[Record excerpts]

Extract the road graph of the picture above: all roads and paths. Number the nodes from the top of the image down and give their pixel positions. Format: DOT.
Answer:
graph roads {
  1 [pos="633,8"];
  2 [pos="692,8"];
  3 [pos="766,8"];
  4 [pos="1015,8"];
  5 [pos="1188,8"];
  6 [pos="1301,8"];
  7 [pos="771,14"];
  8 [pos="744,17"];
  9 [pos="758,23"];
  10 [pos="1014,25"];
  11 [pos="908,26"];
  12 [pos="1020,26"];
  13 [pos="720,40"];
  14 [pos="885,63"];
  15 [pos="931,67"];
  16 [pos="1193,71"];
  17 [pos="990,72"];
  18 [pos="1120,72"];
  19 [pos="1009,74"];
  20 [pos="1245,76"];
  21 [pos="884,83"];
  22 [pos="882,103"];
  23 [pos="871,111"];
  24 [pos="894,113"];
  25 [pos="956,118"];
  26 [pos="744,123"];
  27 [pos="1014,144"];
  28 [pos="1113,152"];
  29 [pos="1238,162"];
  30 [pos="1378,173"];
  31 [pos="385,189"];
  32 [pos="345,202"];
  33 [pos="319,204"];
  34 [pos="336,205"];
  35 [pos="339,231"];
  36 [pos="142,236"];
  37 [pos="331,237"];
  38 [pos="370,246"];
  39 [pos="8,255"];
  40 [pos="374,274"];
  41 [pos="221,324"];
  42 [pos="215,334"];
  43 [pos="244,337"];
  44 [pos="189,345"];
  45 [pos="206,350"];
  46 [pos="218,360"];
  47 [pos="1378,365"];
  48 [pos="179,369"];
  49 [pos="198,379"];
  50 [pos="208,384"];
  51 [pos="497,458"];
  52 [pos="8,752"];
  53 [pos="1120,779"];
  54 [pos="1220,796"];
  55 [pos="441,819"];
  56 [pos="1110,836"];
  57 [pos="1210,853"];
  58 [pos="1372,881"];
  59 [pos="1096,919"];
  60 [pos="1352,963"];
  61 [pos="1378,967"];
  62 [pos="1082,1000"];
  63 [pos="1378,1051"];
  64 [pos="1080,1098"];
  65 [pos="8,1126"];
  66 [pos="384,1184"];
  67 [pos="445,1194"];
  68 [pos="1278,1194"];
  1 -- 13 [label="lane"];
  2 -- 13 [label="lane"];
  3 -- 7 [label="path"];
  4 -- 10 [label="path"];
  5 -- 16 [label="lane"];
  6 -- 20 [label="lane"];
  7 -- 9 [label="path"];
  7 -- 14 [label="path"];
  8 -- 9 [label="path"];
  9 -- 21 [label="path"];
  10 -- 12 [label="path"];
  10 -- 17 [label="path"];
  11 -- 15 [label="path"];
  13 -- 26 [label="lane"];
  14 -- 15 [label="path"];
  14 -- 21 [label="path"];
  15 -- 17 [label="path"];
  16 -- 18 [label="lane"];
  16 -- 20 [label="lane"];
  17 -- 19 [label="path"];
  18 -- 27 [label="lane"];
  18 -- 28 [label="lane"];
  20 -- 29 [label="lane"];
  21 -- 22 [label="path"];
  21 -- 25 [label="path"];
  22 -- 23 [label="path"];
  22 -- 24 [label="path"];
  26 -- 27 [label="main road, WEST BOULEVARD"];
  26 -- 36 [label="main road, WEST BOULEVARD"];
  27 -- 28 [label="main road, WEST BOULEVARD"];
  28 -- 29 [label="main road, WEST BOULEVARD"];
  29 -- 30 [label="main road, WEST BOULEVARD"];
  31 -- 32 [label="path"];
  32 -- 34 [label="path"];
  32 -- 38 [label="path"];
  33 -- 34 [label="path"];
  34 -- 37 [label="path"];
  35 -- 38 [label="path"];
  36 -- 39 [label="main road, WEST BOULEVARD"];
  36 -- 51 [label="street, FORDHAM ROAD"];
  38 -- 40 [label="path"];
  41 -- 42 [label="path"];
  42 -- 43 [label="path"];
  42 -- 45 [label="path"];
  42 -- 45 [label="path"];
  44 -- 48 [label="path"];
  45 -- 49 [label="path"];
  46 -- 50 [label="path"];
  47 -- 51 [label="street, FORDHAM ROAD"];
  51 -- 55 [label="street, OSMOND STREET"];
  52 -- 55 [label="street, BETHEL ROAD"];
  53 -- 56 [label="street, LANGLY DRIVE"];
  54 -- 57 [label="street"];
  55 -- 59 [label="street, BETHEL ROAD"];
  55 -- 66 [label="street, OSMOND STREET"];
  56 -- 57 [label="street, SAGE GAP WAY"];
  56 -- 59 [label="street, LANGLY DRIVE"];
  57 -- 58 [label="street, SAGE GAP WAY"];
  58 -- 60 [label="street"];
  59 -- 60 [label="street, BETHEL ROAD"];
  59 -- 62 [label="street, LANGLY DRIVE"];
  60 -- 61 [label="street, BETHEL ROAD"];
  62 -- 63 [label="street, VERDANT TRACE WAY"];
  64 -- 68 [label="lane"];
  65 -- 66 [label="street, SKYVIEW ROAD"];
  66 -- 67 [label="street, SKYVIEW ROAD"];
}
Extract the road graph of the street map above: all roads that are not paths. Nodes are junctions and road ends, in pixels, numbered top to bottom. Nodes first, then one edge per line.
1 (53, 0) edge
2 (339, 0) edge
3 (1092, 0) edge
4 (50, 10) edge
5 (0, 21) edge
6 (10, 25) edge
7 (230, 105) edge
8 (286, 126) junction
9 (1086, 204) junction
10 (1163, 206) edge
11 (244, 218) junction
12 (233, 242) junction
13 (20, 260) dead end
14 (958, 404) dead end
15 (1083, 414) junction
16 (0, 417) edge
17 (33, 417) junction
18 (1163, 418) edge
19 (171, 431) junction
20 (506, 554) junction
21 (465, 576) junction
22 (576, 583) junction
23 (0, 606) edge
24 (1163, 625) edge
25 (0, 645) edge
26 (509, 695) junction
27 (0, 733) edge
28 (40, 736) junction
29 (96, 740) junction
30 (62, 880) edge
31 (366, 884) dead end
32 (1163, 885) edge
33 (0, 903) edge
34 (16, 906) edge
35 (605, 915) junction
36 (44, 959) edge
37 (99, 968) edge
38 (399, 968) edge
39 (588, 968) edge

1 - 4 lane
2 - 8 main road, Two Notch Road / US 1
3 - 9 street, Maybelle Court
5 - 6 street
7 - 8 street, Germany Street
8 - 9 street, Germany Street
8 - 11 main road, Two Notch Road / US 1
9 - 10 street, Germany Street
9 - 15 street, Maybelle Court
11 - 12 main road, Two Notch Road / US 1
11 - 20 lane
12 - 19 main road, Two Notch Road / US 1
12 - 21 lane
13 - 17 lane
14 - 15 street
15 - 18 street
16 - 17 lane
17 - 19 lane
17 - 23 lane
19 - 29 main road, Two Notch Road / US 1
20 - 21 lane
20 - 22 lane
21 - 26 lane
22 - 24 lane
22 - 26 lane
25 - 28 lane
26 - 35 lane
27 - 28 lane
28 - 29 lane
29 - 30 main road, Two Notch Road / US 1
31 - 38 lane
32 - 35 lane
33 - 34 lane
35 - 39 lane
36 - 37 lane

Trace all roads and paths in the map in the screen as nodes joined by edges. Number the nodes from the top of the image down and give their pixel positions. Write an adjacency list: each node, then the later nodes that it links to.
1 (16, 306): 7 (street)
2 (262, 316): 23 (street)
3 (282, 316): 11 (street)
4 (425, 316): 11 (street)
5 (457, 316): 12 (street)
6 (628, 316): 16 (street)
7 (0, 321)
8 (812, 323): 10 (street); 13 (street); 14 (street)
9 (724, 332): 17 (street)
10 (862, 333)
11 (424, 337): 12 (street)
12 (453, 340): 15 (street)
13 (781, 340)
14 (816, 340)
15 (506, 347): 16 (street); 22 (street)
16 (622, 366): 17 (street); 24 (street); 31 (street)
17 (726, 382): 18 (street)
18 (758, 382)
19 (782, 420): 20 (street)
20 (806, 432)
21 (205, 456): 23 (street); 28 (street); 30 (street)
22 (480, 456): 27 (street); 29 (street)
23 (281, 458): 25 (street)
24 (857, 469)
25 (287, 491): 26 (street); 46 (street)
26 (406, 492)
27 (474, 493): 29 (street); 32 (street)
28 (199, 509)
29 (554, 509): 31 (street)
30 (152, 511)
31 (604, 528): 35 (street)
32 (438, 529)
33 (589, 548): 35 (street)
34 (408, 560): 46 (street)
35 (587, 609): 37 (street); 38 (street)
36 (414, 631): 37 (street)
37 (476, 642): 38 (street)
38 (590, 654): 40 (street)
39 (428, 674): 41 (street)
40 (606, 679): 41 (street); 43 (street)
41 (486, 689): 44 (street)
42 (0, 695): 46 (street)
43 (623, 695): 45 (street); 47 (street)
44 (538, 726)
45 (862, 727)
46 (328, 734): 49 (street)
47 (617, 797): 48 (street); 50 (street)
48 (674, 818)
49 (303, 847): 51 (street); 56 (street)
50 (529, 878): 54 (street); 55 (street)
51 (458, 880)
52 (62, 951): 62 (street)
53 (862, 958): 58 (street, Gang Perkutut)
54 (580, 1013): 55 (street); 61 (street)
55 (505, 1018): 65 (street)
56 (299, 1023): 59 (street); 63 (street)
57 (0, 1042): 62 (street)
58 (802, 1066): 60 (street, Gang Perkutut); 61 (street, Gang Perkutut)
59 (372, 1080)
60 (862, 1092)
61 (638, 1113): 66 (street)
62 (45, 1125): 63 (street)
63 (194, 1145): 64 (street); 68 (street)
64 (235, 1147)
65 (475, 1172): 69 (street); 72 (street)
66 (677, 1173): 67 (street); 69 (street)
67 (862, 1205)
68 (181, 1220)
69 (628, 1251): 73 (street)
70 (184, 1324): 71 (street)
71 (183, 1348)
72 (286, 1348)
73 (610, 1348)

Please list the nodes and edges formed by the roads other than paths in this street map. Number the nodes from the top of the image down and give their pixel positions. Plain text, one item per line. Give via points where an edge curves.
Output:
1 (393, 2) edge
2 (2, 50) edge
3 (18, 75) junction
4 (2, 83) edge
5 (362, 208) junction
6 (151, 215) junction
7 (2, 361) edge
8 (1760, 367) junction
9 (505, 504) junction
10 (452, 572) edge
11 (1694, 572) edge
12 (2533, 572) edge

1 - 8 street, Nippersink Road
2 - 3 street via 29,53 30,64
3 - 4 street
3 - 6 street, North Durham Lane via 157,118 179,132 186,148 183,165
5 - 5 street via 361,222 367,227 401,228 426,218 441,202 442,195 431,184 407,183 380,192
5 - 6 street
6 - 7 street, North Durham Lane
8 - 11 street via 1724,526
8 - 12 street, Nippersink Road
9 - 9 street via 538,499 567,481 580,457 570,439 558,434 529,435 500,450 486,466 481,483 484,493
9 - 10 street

[/Record excerpts]

Exercise prompt: Whenever a line in the data above contains the word "Court", include it in the tally, and report only the final number.

Result of the task: 2